That night had been the first time Gilfoyle had popped up in Dinesh’s imagination, right as he was on the brink of cumming. He’d chalked it up to stress and the weirdness of his new living situation at the time, because that was better than considering the fact that he was actually attracted to the guy.

He knows better now. He’d stopped trying to pretend it was anything else years ago.

He’d first thought the word ‘love’ six years after they’d first met, while he and Gilfoyle were sitting on the roof of the abandoned Pied Piper offices, steadily making their way through bottle after bottle of Tres Commas and brainstorming plans for the future. Gilfoyle hadn’t even let Dinesh finish his teaching idea before saying, “we’re not Richard, there’s no way we’re teaching,”—and there it had been again, that utterly irresistible Dinesh-and-Gilfoyle ‘we,’ and so Dinesh had said, “So, what are we doing then?” and had thought, ‘oh, so this is what it feels like to be in love’.

*

Kelsey finally meets Gilfoyle after she and Dinesh have been dating for about a month. She’s started staying over more often, enough that she now keeps a change of clothes in his closet so that she doesn’t have to rush home before work. It means they have time to eat breakfast together, which is one of Dinesh’s new favorite things—Kelsey is quiet and mild-mannered in almost everything else, but she’s ferociously competitive when it comes to both the Wordle and Sudoku. Over coffee every morning, the two of them race to finish first, stabbing at their phones with a ferocity that sometimes has them doubled over with laughter, pointing out that they both look so stupid, caring so much about something so meaningless. They aren’t allowed to start until the coffee is brewed anymore, because Dinesh had once caught Kelsey watching the clock tick down to midnight just to get a head start over him. He’d found it so endearing that they’d both completely forgotten about their phones for the next few hours.

Dinesh has already finished the Wordle that Kelsey is still stuck on, and he’s about to absolutely crush the Sudoku too, when the front door opens and Gilfoyle walks in, already mid-conversation.

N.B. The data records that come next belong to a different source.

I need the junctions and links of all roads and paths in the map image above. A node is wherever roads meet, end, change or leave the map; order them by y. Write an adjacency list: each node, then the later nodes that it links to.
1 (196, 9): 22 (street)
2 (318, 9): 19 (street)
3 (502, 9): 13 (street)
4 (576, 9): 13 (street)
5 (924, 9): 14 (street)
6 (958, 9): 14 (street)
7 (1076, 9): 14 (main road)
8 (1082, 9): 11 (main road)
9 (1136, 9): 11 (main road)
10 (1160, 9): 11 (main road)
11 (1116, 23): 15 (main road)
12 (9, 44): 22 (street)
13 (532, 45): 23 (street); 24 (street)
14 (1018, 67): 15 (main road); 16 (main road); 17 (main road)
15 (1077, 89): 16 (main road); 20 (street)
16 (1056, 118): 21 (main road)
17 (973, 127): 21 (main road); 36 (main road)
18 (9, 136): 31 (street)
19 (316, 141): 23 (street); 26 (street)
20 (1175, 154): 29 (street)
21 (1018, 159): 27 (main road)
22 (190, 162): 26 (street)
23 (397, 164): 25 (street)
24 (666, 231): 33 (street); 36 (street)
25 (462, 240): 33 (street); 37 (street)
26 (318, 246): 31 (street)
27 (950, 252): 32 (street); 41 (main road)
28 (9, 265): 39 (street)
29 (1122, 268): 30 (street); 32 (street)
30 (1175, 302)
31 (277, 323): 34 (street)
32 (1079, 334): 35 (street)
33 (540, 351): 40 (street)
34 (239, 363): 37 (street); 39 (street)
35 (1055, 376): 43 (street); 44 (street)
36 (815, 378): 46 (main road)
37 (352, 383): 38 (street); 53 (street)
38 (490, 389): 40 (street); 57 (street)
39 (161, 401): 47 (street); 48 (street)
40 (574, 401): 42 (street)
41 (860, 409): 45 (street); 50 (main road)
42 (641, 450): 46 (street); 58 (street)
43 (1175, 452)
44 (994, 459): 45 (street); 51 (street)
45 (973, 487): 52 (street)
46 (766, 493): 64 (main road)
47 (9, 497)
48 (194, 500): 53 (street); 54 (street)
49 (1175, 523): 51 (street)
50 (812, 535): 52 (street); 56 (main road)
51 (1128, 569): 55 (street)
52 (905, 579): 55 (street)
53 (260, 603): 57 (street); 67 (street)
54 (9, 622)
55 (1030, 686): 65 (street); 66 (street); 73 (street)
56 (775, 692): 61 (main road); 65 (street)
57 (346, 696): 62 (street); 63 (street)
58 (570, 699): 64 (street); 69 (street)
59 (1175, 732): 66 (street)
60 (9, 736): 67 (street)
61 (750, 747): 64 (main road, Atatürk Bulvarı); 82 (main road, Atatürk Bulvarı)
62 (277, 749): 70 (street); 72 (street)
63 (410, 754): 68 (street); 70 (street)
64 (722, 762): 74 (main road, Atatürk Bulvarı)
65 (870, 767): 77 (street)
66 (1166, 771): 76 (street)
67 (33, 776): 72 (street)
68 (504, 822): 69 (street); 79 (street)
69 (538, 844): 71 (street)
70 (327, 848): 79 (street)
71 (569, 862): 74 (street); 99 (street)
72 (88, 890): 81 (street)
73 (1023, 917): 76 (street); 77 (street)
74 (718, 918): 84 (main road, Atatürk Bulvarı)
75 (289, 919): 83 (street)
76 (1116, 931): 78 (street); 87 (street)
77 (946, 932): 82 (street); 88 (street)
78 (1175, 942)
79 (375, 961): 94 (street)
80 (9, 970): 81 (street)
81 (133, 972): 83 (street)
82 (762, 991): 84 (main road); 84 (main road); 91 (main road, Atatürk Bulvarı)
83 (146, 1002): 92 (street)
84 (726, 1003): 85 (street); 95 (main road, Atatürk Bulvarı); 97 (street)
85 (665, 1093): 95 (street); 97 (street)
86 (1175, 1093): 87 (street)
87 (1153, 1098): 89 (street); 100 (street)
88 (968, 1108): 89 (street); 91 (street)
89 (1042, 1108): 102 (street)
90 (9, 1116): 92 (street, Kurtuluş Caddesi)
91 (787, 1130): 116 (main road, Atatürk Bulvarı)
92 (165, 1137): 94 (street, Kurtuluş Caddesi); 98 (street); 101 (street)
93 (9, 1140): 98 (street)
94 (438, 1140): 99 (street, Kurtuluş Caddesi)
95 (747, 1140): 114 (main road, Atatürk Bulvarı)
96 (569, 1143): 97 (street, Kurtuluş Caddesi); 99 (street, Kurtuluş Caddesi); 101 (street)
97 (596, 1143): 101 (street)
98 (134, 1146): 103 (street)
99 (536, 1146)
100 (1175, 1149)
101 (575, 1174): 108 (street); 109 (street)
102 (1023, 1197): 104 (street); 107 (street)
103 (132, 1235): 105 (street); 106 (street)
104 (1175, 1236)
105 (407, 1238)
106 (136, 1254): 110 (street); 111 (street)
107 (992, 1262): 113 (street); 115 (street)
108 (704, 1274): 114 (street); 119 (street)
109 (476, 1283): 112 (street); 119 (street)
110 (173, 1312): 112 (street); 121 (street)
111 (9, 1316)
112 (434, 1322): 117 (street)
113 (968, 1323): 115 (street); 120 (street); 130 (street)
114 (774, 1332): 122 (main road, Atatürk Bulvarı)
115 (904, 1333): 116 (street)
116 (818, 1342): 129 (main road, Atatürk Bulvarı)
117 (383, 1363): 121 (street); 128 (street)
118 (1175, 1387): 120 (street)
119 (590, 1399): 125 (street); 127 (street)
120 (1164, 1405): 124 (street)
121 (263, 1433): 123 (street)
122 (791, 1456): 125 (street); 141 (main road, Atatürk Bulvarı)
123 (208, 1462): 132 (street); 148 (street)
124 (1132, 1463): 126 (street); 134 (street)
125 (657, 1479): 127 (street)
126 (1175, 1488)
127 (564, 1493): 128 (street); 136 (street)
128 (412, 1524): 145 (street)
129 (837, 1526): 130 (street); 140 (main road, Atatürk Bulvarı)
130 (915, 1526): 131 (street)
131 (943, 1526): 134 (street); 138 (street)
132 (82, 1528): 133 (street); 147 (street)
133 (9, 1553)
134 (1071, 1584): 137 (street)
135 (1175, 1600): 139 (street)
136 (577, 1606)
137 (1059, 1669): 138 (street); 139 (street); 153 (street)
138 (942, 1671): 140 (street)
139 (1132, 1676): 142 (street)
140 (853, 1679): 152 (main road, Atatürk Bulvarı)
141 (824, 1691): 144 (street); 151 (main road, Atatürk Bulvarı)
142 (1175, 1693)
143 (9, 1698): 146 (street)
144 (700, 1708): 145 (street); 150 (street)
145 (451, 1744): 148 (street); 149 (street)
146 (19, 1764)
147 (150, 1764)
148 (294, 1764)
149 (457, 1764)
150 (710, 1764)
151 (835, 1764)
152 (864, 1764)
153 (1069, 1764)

He does this all the time—it drives Dinesh crazy, because it’s like he thinks that Dinesh couldn’t possibly have anything else to do than sit around and wait for him.

“Just a warning that Leon Spader over at Dragonstone is getting real fucking antsy about the latest build for—”

Gilfoyle breaks off his sentence abruptly, his eyes settling on Kelsey. For the most painful ten seconds of Dinesh’s life, they just stare at each other, and then Gilfoyle says, “There are numbers you can call if you’re being held somewhere against your will. I think there’s something about how you’re supposed to put a spoon in your underwear before any flights, too, and the TSA are already on high alert whenever Dinesh is around.”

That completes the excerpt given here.